> _Data for the task_

┌────────

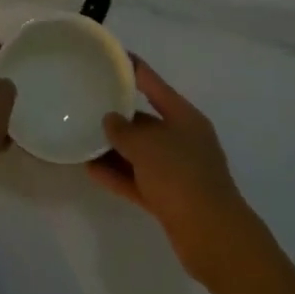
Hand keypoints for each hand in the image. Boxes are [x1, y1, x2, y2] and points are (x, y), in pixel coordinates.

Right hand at [88, 57, 246, 280]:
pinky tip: (90, 170)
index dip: (132, 68)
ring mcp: (177, 170)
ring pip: (139, 152)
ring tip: (80, 138)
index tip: (109, 55)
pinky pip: (137, 179)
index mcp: (184, 118)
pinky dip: (117, 174)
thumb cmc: (182, 177)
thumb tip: (110, 120)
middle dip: (117, 115)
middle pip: (145, 120)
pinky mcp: (169, 198)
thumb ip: (123, 130)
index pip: (154, 84)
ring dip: (113, 148)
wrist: (214, 238)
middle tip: (85, 103)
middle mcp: (182, 140)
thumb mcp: (147, 146)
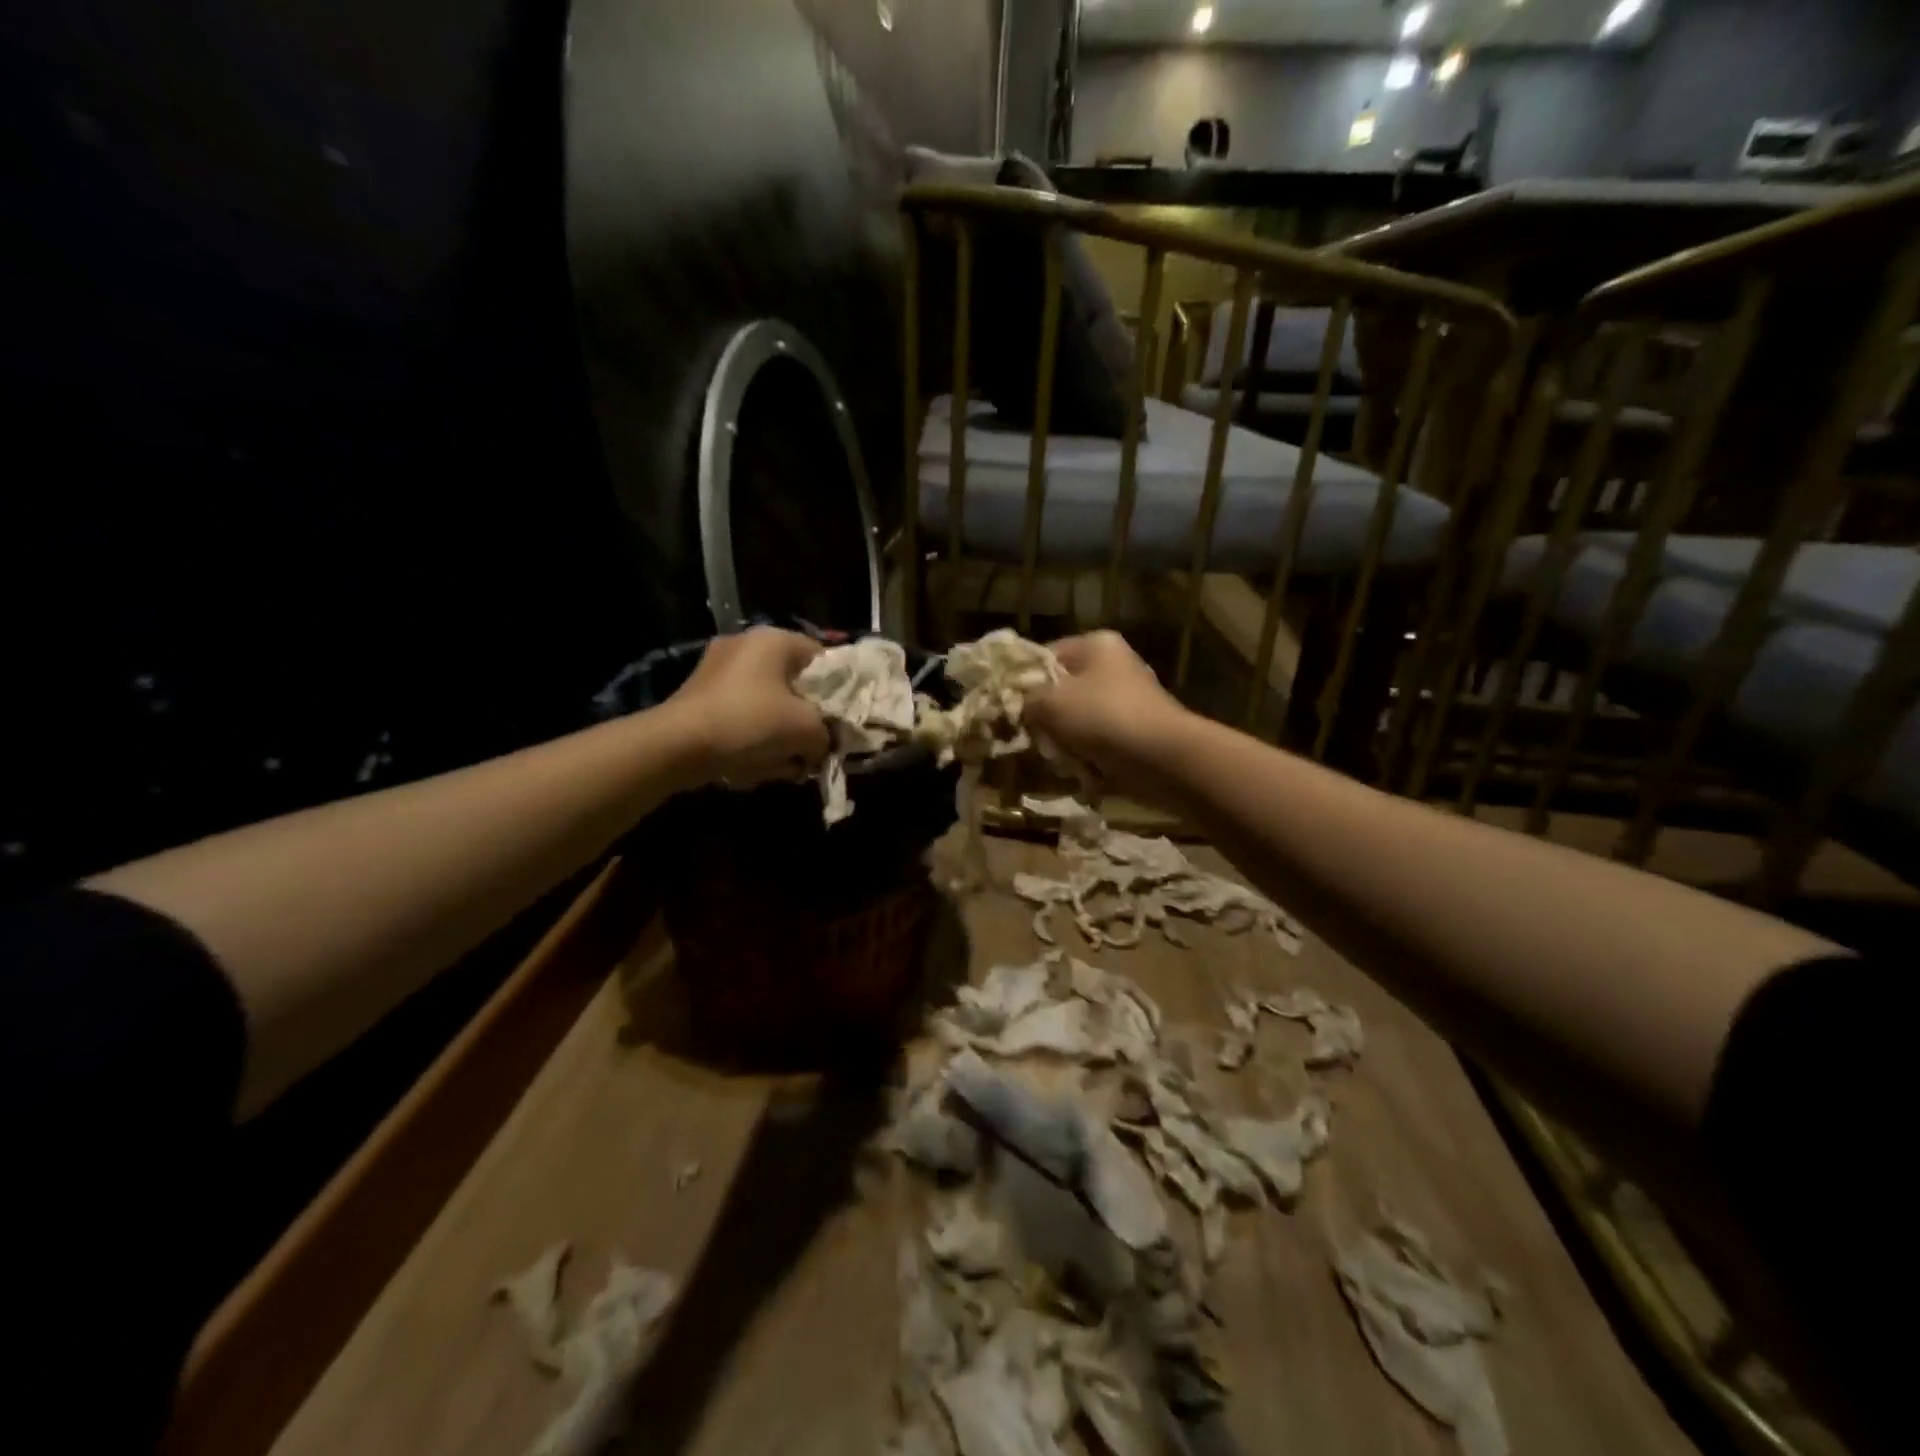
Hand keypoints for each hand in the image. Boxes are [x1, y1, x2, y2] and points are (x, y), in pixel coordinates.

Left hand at [665, 627, 830, 787]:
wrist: (678, 746)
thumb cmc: (750, 723)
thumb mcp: (806, 730)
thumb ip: (828, 733)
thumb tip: (824, 743)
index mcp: (775, 640)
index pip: (825, 659)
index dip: (839, 692)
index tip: (842, 722)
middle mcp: (746, 646)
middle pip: (795, 685)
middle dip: (806, 720)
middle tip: (813, 747)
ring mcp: (719, 670)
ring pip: (769, 704)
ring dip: (780, 735)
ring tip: (785, 764)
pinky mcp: (701, 696)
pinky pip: (743, 715)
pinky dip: (753, 738)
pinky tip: (755, 765)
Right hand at [1026, 631, 1191, 804]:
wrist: (1162, 759)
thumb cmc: (1102, 718)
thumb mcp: (1049, 703)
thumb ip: (1024, 700)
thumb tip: (1014, 705)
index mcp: (1095, 646)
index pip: (1044, 656)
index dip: (1021, 681)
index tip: (1005, 707)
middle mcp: (1113, 667)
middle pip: (1060, 691)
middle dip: (1043, 718)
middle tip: (1029, 738)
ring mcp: (1126, 702)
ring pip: (1076, 721)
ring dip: (1062, 743)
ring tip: (1057, 759)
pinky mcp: (1134, 734)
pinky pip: (1096, 743)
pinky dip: (1085, 757)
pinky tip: (1079, 771)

└────────

> _What the task asks_
From the records above, copy only the lines running from the line holding "thumb cmc: (182, 177)" through the line holding "ring pip: (1076, 721)", with no pictures.

> _Response to the task_
thumb cmc: (182, 177)
thumb tip: (110, 120)
middle dip: (117, 115)
middle pip: (145, 120)
pinky mcp: (169, 198)
thumb ip: (123, 130)
index pip: (154, 84)
ring dip: (113, 148)
wrist: (214, 238)
middle tip: (85, 103)
middle mcp: (182, 140)
thumb mcp: (147, 146)
Hand keypoints for each hand in the image. Boxes are [x1, y1, x2, y2] and points are (x, y), in pixel coordinates.

Left hand at [665, 627, 830, 787]:
wrist: (678, 746)
thumb cmc: (750, 723)
thumb mcp: (806, 730)
thumb ip: (828, 733)
thumb tip: (824, 743)
index mcp: (775, 640)
index pip: (825, 659)
index dip: (839, 692)
index tip: (842, 722)
middle mcp: (746, 646)
middle pip: (795, 685)
middle dip: (806, 720)
middle tip: (813, 747)
ring mcp: (719, 670)
ring pip: (769, 704)
ring dip: (780, 735)
ring tip: (785, 764)
pinky mcp: (701, 696)
pinky pip: (743, 715)
pinky dip: (753, 738)
pinky tip: (755, 765)
Right hand at [1026, 631, 1191, 804]:
wrist: (1162, 759)
thumb cmc: (1102, 718)
thumb mcp: (1049, 703)
thumb ip: (1024, 700)
thumb tip: (1014, 705)
index mcp: (1095, 646)
index pip: (1044, 656)
index dip: (1021, 681)
index tip: (1005, 707)
middle mcp: (1113, 667)
middle pip: (1060, 691)
middle dip: (1043, 718)
middle tip: (1029, 738)
ring mcp: (1126, 702)
ring pip: (1076, 721)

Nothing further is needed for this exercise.